An advantageous feature of PROPELLER is that the central k-space is repeatedly sampled. This self-navigated trajectory allows phase and motion correction. It also produces data redundancy. The data redundancy in PROPELLER enables acceleration of data acquisitions by undersampling k-space with fewer shots (Arfanakis et al., 2005), or even one shot. Our previous work has shown that by acquiring one shot per diffusion direction, more diffusion directions can be sampled in a given time and higher angular resolution can be achieved (Wen et al., 2018). The full k-space DWIs may then be recovered by utilizing their similarities in the q-space. By reducing the k-space coverage, we achieve high angular resolution in q-space.

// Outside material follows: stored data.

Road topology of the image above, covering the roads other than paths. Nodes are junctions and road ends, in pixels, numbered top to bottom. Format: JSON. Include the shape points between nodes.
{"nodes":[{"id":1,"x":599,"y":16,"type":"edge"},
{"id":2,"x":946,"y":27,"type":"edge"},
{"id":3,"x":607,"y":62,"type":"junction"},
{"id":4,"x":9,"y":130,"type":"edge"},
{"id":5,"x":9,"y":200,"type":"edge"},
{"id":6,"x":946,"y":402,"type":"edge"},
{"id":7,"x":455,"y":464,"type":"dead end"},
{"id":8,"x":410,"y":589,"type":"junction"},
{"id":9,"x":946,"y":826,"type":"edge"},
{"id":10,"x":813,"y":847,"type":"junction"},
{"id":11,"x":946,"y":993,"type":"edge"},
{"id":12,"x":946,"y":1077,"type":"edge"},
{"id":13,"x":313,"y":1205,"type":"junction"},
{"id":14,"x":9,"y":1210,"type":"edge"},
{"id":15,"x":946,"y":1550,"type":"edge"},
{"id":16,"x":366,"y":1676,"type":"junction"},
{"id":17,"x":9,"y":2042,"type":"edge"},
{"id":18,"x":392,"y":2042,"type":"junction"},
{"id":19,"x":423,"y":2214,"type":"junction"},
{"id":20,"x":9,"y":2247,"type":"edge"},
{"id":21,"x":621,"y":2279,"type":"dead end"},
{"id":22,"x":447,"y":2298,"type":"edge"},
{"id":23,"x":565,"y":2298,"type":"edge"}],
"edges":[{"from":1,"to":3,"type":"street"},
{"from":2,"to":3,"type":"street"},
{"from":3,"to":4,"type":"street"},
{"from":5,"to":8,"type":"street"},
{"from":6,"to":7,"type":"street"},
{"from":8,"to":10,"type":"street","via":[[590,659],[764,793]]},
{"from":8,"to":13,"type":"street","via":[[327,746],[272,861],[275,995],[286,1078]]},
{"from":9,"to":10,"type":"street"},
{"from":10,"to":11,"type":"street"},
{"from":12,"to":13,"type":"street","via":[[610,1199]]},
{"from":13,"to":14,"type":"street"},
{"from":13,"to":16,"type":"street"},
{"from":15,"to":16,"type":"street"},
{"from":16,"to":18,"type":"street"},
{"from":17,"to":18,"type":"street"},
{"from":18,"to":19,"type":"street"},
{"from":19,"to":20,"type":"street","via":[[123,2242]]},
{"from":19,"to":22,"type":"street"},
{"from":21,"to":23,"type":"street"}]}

The potential of trading off k-space coverage for q-space resolution with PROPELLER trajectory has been demonstrated, and more can be investigated. For example, in addition to higher angular resolution, which is desirable for diffusion tensor imaging and tractography, acquiring multiple b-values along the same diffusion direction allows for the differentiation of the perfusion compartment, also known as the IVIM, where the signal decay along the b-values follows a biex-ponential decay (Le Bihan, 2019; Le Bihan et al., 1988; Le Bihan and Turner, 1992). IVIM was introduced 30 years ago and is experiencing a remarkable revival for applications throughout the body, especially in oncology, as it can probe the perfusion compartment without contrast agents (Federau et al., 2012; Koh et al., 2011; Li et al., 2017; Sigmund et al., 2011; Kikuchi et al., 2019; Sun et al., 2018). Because the signal evolution along the b-value is smooth, sparsity reconstruction may be incorporated to achieve acceleration, which has not been explored for multiple b-values diffusion acquisition.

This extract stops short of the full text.